Rays reliever Hayhurst doing it by book
2/25/2011 12:00:00 AM | Baseball
By Roger Mooney
Published: February 23, 2011
PORT CHARLOTTE - Dirk Hayhurst is a baseball player, a pitcher with big league time to be exact, one of a handful of relievers hoping to make the Rays bullpen this spring.
Hayhurst is also a writer, the author of "The Baseball Gospels," a New York Times best-seller on his life in the minor leagues.
It's a most unusual combination.
Baseball players are supposed to pour their lives into making the big leagues. Writers are supposed to pour their lives into their stories.
Hayhurst has managed to do both.
"The book is something I couldn't have done without laboring in the minors," he said. "Making it in the book world was like saying I have a voice. I can speak to people. My thoughts and my experiences are relatable. There's a reason for this beyond accomplishing something in baseball. I have a value as a person, not just as a player, and that was really good to find out."

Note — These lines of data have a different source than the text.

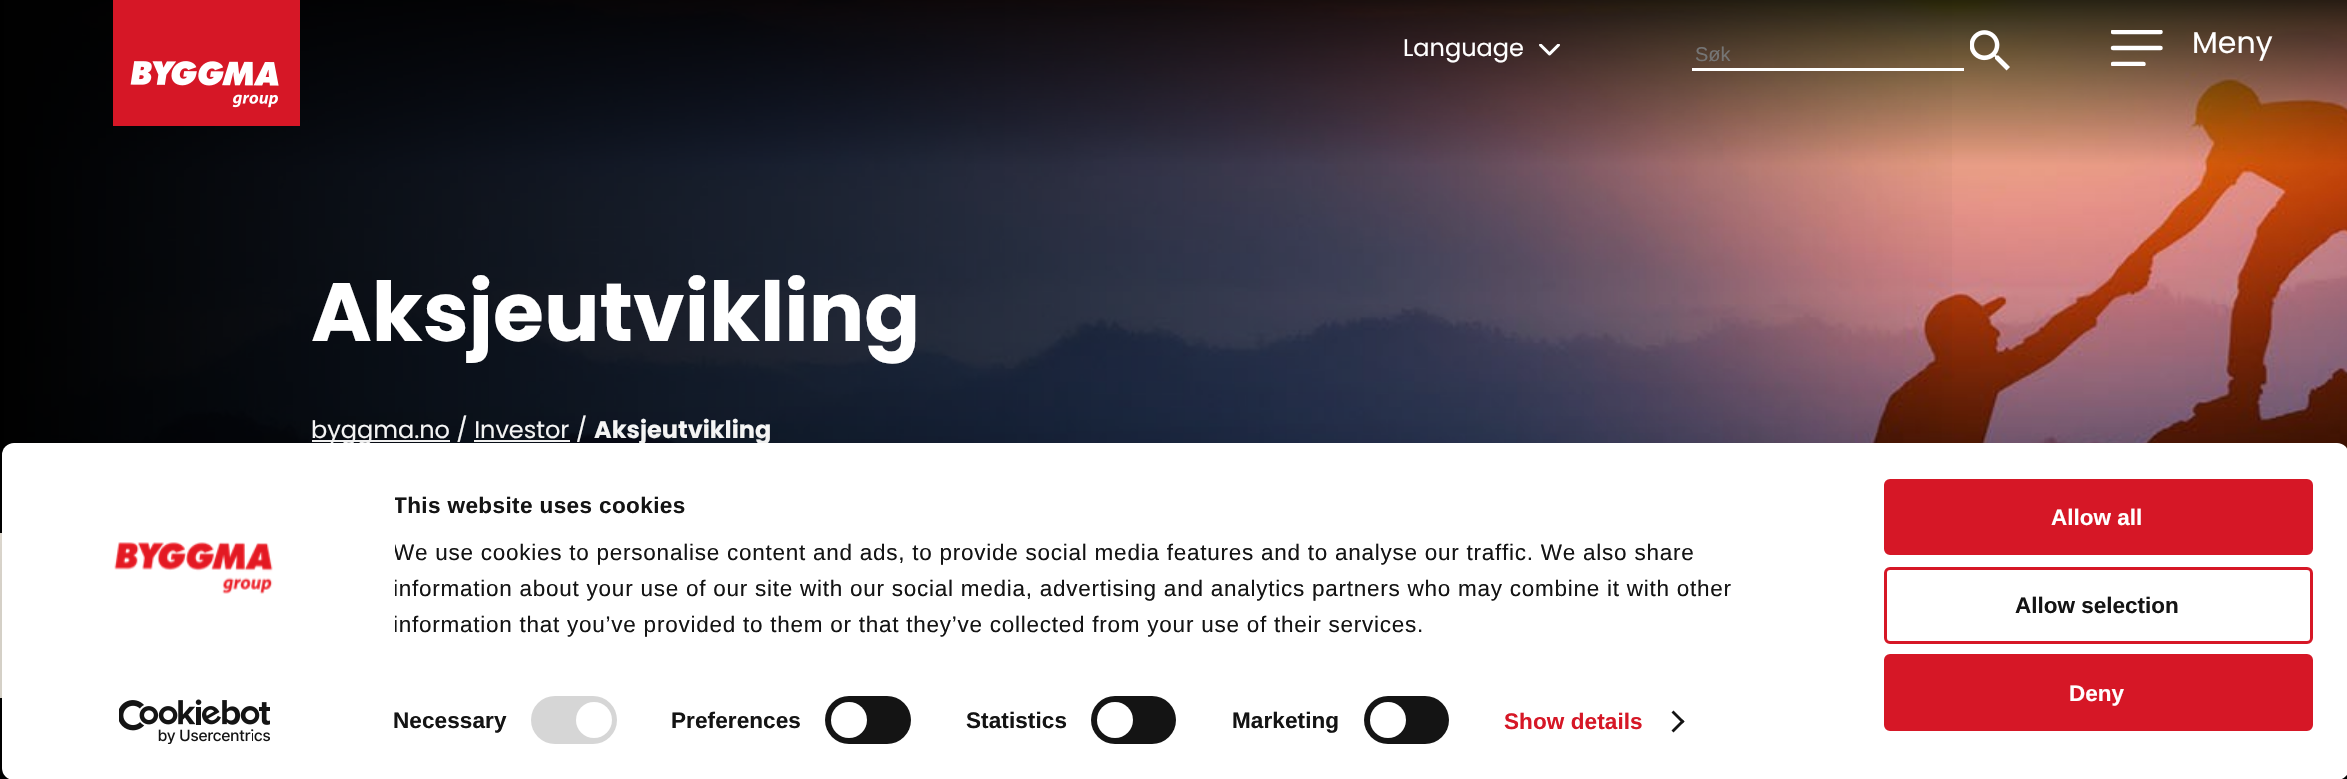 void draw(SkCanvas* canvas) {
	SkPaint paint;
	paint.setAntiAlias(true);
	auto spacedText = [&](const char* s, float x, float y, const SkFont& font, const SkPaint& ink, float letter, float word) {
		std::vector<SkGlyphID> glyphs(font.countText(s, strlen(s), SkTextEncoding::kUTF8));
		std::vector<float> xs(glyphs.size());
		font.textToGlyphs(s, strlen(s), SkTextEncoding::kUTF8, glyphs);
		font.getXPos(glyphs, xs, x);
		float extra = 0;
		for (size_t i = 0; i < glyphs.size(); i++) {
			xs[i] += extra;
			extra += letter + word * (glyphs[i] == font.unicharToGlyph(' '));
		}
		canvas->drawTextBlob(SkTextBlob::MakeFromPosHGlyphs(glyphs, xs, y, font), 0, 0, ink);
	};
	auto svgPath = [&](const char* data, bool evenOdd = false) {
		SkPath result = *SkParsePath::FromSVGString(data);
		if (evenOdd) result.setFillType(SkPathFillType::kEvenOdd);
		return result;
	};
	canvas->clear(0xfffaf5ea);
	canvas->drawImageRect(SkImages::DeferredFromEncodedData(SkData::MakeFromFileName("img4.png")), SkRect::MakeXYWH(12, 0, 2335, 449), SkSamplingOptions());
	{
		const SkColor colors[] = {0xff000000, 0x00000000};
		const float stops[] = {0, 1};
		const SkPoint ends[] = {{0, 251}, {1995, 251}};
		paint.setShader(SkGradientShader::MakeLinear(ends, colors, stops, 2, SkTileMode::kClamp));
		paint.setAlpha(255);
	}
	canvas->drawRect(SkRect::MakeXYWH(0, 0, 1952, 533), paint);
	canvas->drawImageRect(SkImages::DeferredFromEncodedData(SkData::MakeFromFileName("img1.png")), SkRect::MakeXYWH(113, 0, 187, 126), SkSamplingOptions());
	SkFont f1(fontMgr->matchFamilyStyle("Poppins", SkFontStyle::Normal()), 24);
	f1.setSubpixel(true);
	paint.setShader(nullptr);
	paint.setColor(0xffffffff);
	canvas->drawString("Language", 1403, 56, f1, paint);
	canvas->drawImageRect(SkImages::DeferredFromEncodedData(SkData::MakeFromFileName("img2.png")), SkRect::MakeXYWH(1539, 44, 21, 12), SkSamplingOptions());
	canvas->drawRect(SkRect::MakeXYWH(1692, 68, 272, 3), paint);
	SkFont f2(fontMgr->matchFamilyStyle("Liberation Sans", SkFontStyle::Normal()), 20);
	f2.setSubpixel(true);
	paint.setColor(0xff757575);
	canvas->drawString("Søk", 1695, 61, f2, paint);
	canvas->drawImageRect(SkImages::DeferredFromEncodedData(SkData::MakeFromFileName("img3.png")), SkRect::MakeXYWH(1970, 30, 40, 41), SkSamplingOptions());
	paint.setStroke(true);
	paint.setStrokeWidth(4.5);
	paint.setStrokeCap(SkPaint::kRound_Cap);
	paint.setStrokeJoin(SkPaint::kRound_Join);
	paint.setColor(0xffffffff);
	canvas->drawPath(svgPath("M2113 48H2160.5"), paint);
	canvas->save();
	canvas->clipRect(SkRect::MakeXYWH(2111, 30, 52, 36));
	canvas->drawPath(svgPath("M2113 32H2160.5M2113 64H2143.5"), paint);
	canvas->restore();
	SkFont f3(fontMgr->matchFamilyStyle("Poppins", SkFontStyle::Normal()), 30);
	f3.setSubpixel(true);
	paint.setStroke(false);
	canvas->drawString("Meny", 2192, 53, f3, paint);
	SkFont f4(fontMgr->matchFamilyStyle("Poppins", SkFontStyle::Bold()), 82.5);
	f4.setSubpixel(true);
	canvas->drawString("Aksjeutvikling", 311, 341, f4, paint);
	canvas->drawRect(SkRect::MakeXYWH(312, 440, 138, 2), paint);
	canvas->drawString("byggma.no / Investor /", 311, 438, f1, paint);
	SkFont f5(fontMgr->matchFamilyStyle("Poppins", SkFontStyle::Bold()), 24);
	f5.setSubpixel(true);
	canvas->drawString("Aksjeutvikling", 594, 438, f5, paint);
	canvas->drawRect(SkRect::MakeXYWH(474, 440, 96, 2), paint);
	paint.setColor(0xff000000);
	canvas->drawRect(SkRect::MakeXYWH(0, 698, 2347, 81), paint);
	canvas->save();
	canvas->clipPath(svgPath("M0 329H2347V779H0ZM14 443H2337C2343.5 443 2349 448.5 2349 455V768C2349 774.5 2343.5 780 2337 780H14C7.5 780 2 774.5 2 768V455C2 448.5 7.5 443 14 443Z", true), true);
	paint.setColor(0x4d000000);
	paint.setMaskFilter(SkMaskFilter::MakeBlur(kNormal_SkBlurStyle, 52.5));
	canvas->drawRoundRect(SkRect::MakeXYWH(2, 488, 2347, 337), 12, 12, paint);
	paint.setMaskFilter(nullptr);
	canvas->restore();
	paint.setColor(0xffffffff);
	canvas->drawRoundRect(SkRect::MakeXYWH(2, 443, 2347, 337), 12, 12, paint);
	canvas->drawImageRect(SkImages::DeferredFromEncodedData(SkData::MakeFromFileName("img5.png")), SkRect::MakeXYWH(114, 542, 159, 52), SkSamplingOptions());
	canvas->drawImageRect(SkImages::DeferredFromEncodedData(SkData::MakeFromFileName("img6.png")), SkRect::MakeXYWH(119, 699, 151, 45), SkSamplingOptions());
	canvas->save();
	canvas->clipRect(SkRect::MakeXYWH(395, 488, 1446, 154));
	SkFont f6(fontMgr->matchFamilyStyle("Liberation Sans", SkFontStyle::Bold()), 22.5);
	f6.setSubpixel(true);
	paint.setColor(0xff141414);
	spacedText("This website uses cookies", 393, 513, f6, paint, 0.4, 0);
	SkFont f7(fontMgr->matchFamilyStyle("Liberation Sans", SkFontStyle::Normal()), 22.5);
	f7.setSubpixel(true);
	spacedText("We use cookies to personalise content and ads, to provide social media features and to analyse our traffic. We also share", 393, 560, f7, paint, 0.75, 0);
	spacedText("information about your use of our site with our social media, advertising and analytics partners who may combine it with other", 393, 596, f7, paint, 0.75, 0);
	spacedText("information that you’ve provided to them or that they’ve collected from your use of their services.", 393, 632, f7, paint, 0.75, 0);
	canvas->restore();
	spacedText("Necessary", 393, 728, f6, paint, 0.1, 0);
	paint.setColor(0xffd6d6d6);
	canvas->drawRoundRect(SkRect::MakeXYWH(531, 696, 86, 48), 24, 24, paint);
	paint.setColor(0xffffffff);
	canvas->drawCircle(594, 720, 18, paint);
	paint.setColor(0xff141414);
	spacedText("Preferences", 671, 728, f6, paint, 0.1, 0);
	canvas->drawRoundRect(SkRect::MakeXYWH(825, 696, 86, 48), 24, 24, paint);
	paint.setColor(0xffffffff);
	canvas->drawCircle(849, 720, 18, paint);
	paint.setColor(0xff141414);
	spacedText("Statistics", 966, 728, f6, paint, 0.1, 0);
	canvas->drawRoundRect(SkRect::MakeXYWH(1091, 696, 85, 48), 24, 24, paint);
	paint.setColor(0xffffffff);
	canvas->drawCircle(1115, 720, 18, paint);
	paint.setColor(0xff141414);
	spacedText("Marketing", 1232, 728, f6, paint, 0.1, 0);
	canvas->drawRoundRect(SkRect::MakeXYWH(1364, 696, 85, 48), 24, 24, paint);
	paint.setColor(0xffffffff);
	canvas->drawCircle(1388, 720, 18, paint);
	paint.setColor(0xffd61726);
	spacedText("Show details", 1504, 729, f6, paint, 0.1, 0);
	paint.setColor(0xff141414);
	canvas->drawPath(svgPath("M1673.5 710.5L1684.5 721.5L1682.5 723.5L1671.5 712.5Z"), paint);
	canvas->drawPath(svgPath("M1682.5 719.5L1684.5 721.5L1673.5 732.5L1671.5 730.5Z"), paint);
	paint.setColor(0xffd61726);
	canvas->drawRoundRect(SkRect::MakeXYWH(1885.5, 480.5, 426, 73), 4.5, 4.5, paint);
	paint.setStroke(true);
	paint.setStrokeWidth(3);
	paint.setStrokeCap(SkPaint::kButt_Cap);
	paint.setStrokeJoin(SkPaint::kMiter_Join);
	canvas->drawRoundRect(SkRect::MakeXYWH(1885.5, 480.5, 426, 73), 4.5, 4.5, paint);
	paint.setStroke(false);
	paint.setColor(0xffffffff);
	canvas->drawString("Allow all", 2051, 525, f6, paint);
	paint.setStroke(true);
	paint.setColor(0xffd61726);
	canvas->drawRoundRect(SkRect::MakeXYWH(1885.5, 568.5, 426, 74), 4.5, 4.5, paint);
	paint.setStroke(false);
	paint.setColor(0xff141414);
	canvas->drawString("Allow selection", 2015, 613, f6, paint);
	paint.setColor(0xffd61726);
	canvas->drawRoundRect(SkRect::MakeXYWH(1885.5, 655.5, 426, 74), 4.5, 4.5, paint);
	paint.setStroke(true);
	canvas->drawRoundRect(SkRect::MakeXYWH(1885.5, 655.5, 426, 74), 4.5, 4.5, paint);
	paint.setStroke(false);
	paint.setColor(0xffffffff);
	canvas->drawString("Deny", 2069, 701, f6, paint);
}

"The Bullpen Gospels" details the 2007 season when Hayhurst was a prospect in the Padres organization. It begins with disappointment when Hayhurst is sent back to Class A to begin the season having pitched in Triple A the year before, and ends with him helping the Padres Double-A team to a championship.
It is filled with the shenanigans of minor league baseball as well as the deep fear of failing at the game he loves.
There is a dark side, too. Hayhurst wrote about his father's suicide attempt and how his brother's battle with alcohol has crushed the family.
"I was honest about my family, and my family was glad that I was," he said. "I wanted people to get something from it and know that we are relatable people. Athletes have the same problems as everyone else, so why would I hide that?"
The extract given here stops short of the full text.